Sweden is battling dozens of severe, drought-fueled forest fires raging across the country, despite the loan of firefighting planes and helicopters from its European neighbors.
Thomas Aronsson, chief of operations for SITS, a specialist firefighting service based in Sweden, said Wednesday that fire service agencies were fighting around 80 fires across the country and lacked the necessary equipment.
“We need tankers, we need helicopters – we don’t have enough supplies,” he told CNN. “There are 80 fires right now in Sweden, and there is no helicopter company or pilot in all of Sweden that’s not involved in fighting these fires.”
“A lot of firefighters who currently have vacation have volunteered to come out and fight these fires,” Aronsson said. “It’s a little too early to say how it’s going to go. With such high temperatures, these are tough conditions to be fighting a fire.”

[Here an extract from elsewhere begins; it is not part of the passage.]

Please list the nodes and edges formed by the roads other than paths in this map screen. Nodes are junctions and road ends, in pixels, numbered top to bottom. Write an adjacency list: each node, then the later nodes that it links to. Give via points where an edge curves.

On Tuesday the European Commission responded to Sweden’s call for help, sending two firefighting planes from Italy to help tackle the blazes.
The planes, both Canadair CL-415 models capable of carrying 6,000 liters of water, are using as their base of operations Örebro, a city in southern Sweden, and have been deployed in affected regions further north, according to the Swedish Civil Contingencies Agency (MSB).

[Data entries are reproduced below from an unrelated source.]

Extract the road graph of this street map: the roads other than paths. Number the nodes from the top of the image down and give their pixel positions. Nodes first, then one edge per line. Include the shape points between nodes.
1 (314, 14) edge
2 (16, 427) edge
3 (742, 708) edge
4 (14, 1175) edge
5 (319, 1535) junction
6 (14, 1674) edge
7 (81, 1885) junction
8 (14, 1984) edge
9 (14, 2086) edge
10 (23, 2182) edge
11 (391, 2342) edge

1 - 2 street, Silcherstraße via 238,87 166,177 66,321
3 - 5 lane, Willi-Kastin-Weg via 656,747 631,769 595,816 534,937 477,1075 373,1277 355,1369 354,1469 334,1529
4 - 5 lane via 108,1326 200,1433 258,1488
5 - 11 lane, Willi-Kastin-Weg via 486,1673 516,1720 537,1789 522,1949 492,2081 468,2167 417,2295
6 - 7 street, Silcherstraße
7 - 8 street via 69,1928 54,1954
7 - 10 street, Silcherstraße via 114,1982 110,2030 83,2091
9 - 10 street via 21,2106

It is the second time this summer that Sweden has requested support to tackle large fires, according to the European Commission.
Norway also responded to the call with a loan of helicopters, according to the MSB.
‘Exceptionally dry and hot’ weather
Sweden finds itself in a dire situation thanks to an extended period of above-average temperatures and very little rainfall. After a wet autumn and winter, things changed dramatically in May, mirroring conditions across much of Europe.
“It has been exceptionally dry and hot during May, June and early July,” said the Swedish Meteorological and Hydrological Institute in a warning released this week that highlighted a risk of water shortages for nearly all of central and southern Sweden.
The month of May was considered exceptional, as Stockholm averaged 16.1 degrees Celsius for the month, almost six degrees higher than usual.
“That we should experience such a high average temperature in Stockholm in May – 16.1 degrees – is an occurrence which, statistically speaking, happens just three times in a million years,” according to Gustav Strandberg, a climate researcher at SMHI’s Rossby Centre.
With low rainfall and higher average temperatures increasing evaporation rates, vegetation is dry and prone to fire.
It is unclear what triggered the current spate of blazes. Outdoor fires have been prohibited in several of the affected regions since May. SITS operations chief Aronsson said that lightning following a thunderstorm Saturday could have sparked them.
“If we had better weather conditions we could put out the fire much earlier,” he said. “But right now all we can see is a very big sun in the sky. And some reports have this weather continuing until mid-August.”
This week has seen the hottest temperatures so far this year across the country, with Stockholm topping 30 degrees Celsius for the fifth consecutive day on Wednesday.
‘We are praying for rain’
Sweden is not the only country facing unusual cases of wildfire this summer. Finland, Norway and Russia are also currently tackling a number of large fires.
In the US, drought-fueled wildfires raged across swaths of Alaska, California, Colorado and other western states earlier this month, destroying more than 100 homes and forcing the evacuations of more than 2,000 households.
The UK, generally known for its rainy weather, has not escaped either. In the last few days, the London Fire Brigade (LFB) has responded to a number of large grass fires across the UK capital, including the “biggest grass fire” in the service’s history, which swept across 100 hectares of grassland in East London on Sunday.
“I never thought I’d say this, but we are praying for rain,” LFB Commissioner Dany Cotton said Monday.
Last month, a fire on Saddleworth Moor in northern England consumed at least 2,000 acres of moorland before firefighters contained the blaze.
Record-breaking temperatures have spread all the way to the Arctic, with numerous locations across northern Scandinavia inside the Arctic Circle reaching all-time highs.
Heatwaves such as this one are becoming increasingly common with climate change, especially in the northernmost latitudes.
The polar regions are warming much faster than the rest of the planet, with air temperatures over Arctic land increasing by up to five degrees Celsius, according to the International Panel on Climate Change.